WHAT THE EXERCISE ASKS: Copy out all the lines in the records that include the word "street".

SOURCE DATA:
□ □ □ □ □
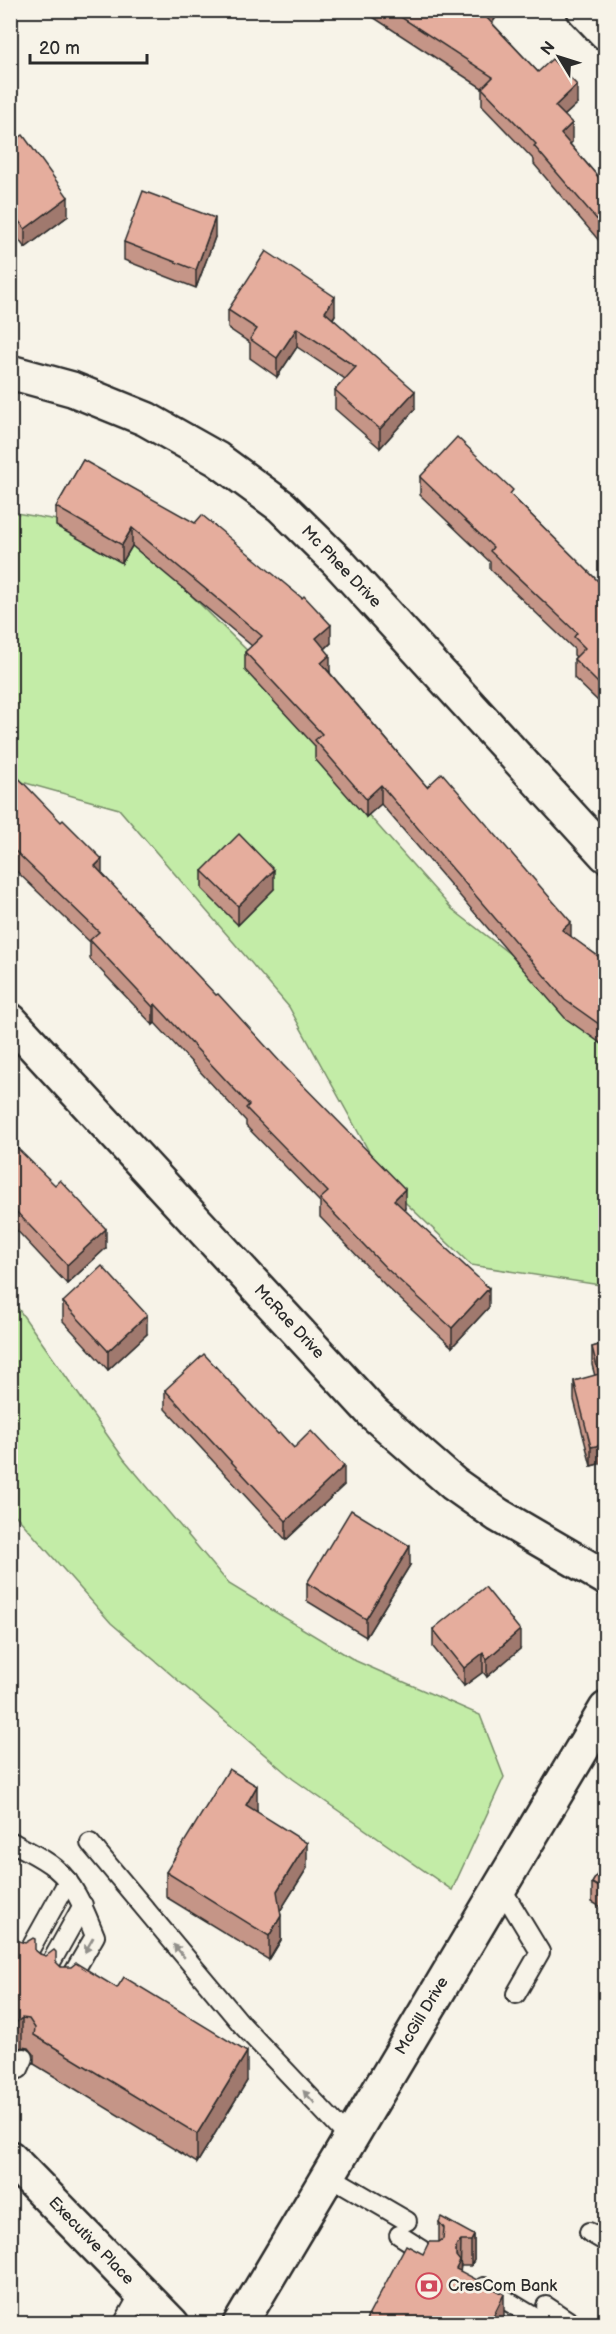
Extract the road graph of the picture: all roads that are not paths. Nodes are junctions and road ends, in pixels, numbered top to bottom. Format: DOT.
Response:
graph roads {
  1 [pos="584,10"];
  2 [pos="606,33"];
  3 [pos="10,372"];
  4 [pos="606,855"];
  5 [pos="10,1020"];
  6 [pos="606,1578"];
  7 [pos="606,1709"];
  8 [pos="10,1841"];
  9 [pos="90,1843"];
  10 [pos="68,1881"];
  11 [pos="500,1886"];
  12 [pos="83,1905"];
  13 [pos="24,1960"];
  14 [pos="45,1973"];
  15 [pos="66,1986"];
  16 [pos="516,1994"];
  17 [pos="350,2139"];
  18 [pos="10,2158"];
  19 [pos="328,2175"];
  20 [pos="589,2232"];
  21 [pos="606,2242"];
  22 [pos="434,2257"];
  23 [pos="466,2276"];
  24 [pos="141,2292"];
  25 [pos="123,2324"];
  26 [pos="172,2324"];
  27 [pos="240,2324"];
  28 [pos="573,2324"];
  1 -- 2 [label="street"];
  3 -- 4 [label="street, Mc Phee Drive"];
  5 -- 6 [label="street, McRae Drive"];
  7 -- 11 [label="street, McGill Drive"];
  8 -- 10 [label="lane"];
  17 -- 9 [label="lane, one-way"];
  10 -- 12 [label="lane"];
  10 -- 13 [label="lane"];
  11 -- 16 [label="lane"];
  11 -- 17 [label="street, McGill Drive"];
  12 -- 14 [label="lane"];
  12 -- 15 [label="lane, one-way"];
  17 -- 19 [label="street, McGill Drive"];
  18 -- 24 [label="street, Executive Place"];
  19 -- 22 [label="lane"];
  19 -- 27 [label="street, McGill Drive"];
  20 -- 21 [label="lane"];
  23 -- 28 [label="lane"];
  24 -- 25 [label="lane"];
  24 -- 26 [label="street, Executive Place"];
}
□ □ □ □ □
FINAL ANSWER:
  1 -- 2 [label="street"];
  3 -- 4 [label="street, Mc Phee Drive"];
  5 -- 6 [label="street, McRae Drive"];
  7 -- 11 [label="street, McGill Drive"];
  11 -- 17 [label="street, McGill Drive"];
  17 -- 19 [label="street, McGill Drive"];
  18 -- 24 [label="street, Executive Place"];
  19 -- 27 [label="street, McGill Drive"];
  24 -- 26 [label="street, Executive Place"];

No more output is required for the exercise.